### HOW TO COMPLETE THIS TASK
Nothing but the lines holding the string "Sanco" should appear in the answer. Copy them from the entries.

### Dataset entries
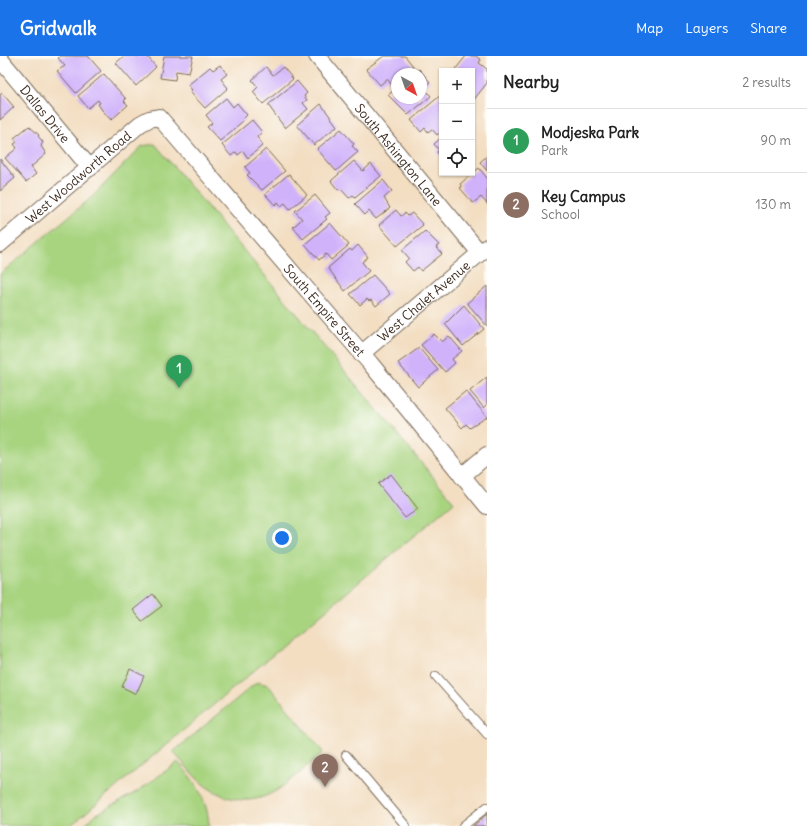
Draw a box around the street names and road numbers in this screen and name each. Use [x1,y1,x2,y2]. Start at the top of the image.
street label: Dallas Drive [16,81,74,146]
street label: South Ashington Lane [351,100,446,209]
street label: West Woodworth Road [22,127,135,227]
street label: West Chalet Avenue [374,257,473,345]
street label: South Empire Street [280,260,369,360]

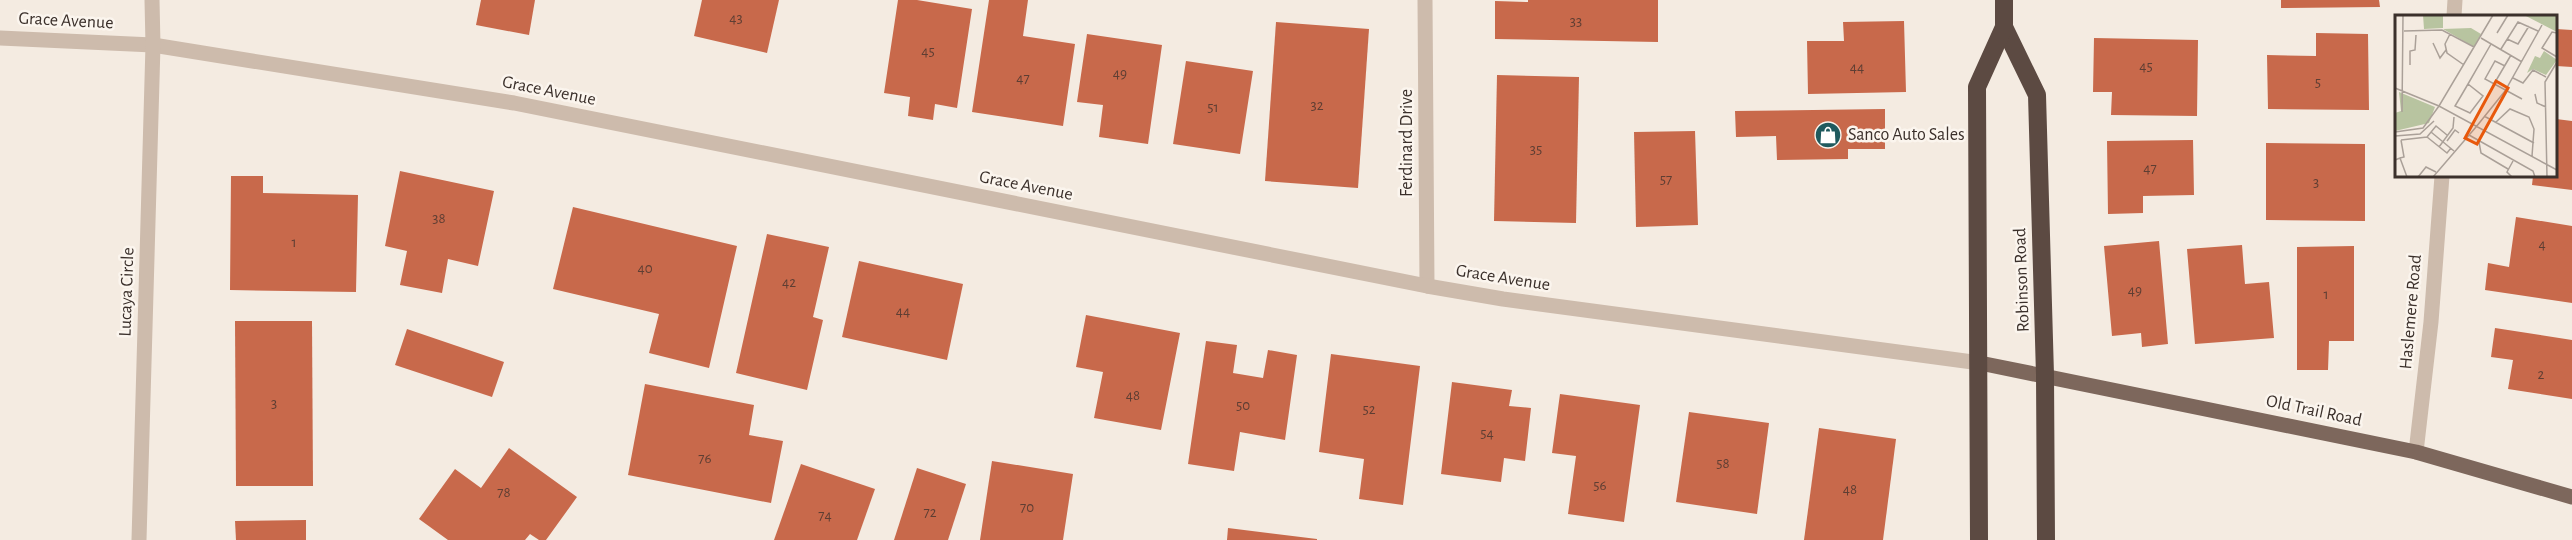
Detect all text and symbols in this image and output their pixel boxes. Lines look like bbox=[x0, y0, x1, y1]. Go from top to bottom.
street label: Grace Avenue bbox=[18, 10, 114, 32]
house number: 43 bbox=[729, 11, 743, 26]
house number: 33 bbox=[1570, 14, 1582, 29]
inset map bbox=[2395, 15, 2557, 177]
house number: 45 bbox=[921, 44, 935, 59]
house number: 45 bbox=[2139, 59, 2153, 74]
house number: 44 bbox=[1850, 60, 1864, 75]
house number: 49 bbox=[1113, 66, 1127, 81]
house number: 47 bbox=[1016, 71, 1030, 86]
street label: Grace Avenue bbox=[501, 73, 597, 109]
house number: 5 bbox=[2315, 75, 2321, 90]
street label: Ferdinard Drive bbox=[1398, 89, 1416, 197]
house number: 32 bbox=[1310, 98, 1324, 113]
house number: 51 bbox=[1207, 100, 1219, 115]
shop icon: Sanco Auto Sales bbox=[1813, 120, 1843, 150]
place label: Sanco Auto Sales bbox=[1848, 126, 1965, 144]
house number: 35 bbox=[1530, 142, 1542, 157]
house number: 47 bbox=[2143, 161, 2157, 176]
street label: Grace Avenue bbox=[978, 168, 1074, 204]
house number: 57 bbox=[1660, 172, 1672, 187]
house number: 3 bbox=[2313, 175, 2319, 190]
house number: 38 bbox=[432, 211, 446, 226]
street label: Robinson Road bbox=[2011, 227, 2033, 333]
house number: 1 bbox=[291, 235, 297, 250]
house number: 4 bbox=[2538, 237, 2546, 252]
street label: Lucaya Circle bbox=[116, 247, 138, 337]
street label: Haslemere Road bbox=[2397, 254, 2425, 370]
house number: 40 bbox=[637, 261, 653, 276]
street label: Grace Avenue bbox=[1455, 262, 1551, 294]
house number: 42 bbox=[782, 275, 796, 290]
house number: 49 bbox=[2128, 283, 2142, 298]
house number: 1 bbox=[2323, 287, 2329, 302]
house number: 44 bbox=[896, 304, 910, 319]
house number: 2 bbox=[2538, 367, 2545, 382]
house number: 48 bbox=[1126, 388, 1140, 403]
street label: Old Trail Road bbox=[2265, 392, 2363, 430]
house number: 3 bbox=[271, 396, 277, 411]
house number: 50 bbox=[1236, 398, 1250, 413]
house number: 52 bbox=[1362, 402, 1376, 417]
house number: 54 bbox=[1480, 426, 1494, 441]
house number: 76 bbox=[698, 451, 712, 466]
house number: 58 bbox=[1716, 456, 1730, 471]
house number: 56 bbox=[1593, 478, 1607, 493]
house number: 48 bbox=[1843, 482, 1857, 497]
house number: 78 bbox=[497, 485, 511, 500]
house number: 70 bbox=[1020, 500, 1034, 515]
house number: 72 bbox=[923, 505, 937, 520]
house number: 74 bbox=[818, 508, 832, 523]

### TASK RESPONSE
shop icon: Sanco Auto Sales bbox=[1813, 120, 1843, 150]
place label: Sanco Auto Sales bbox=[1848, 126, 1965, 144]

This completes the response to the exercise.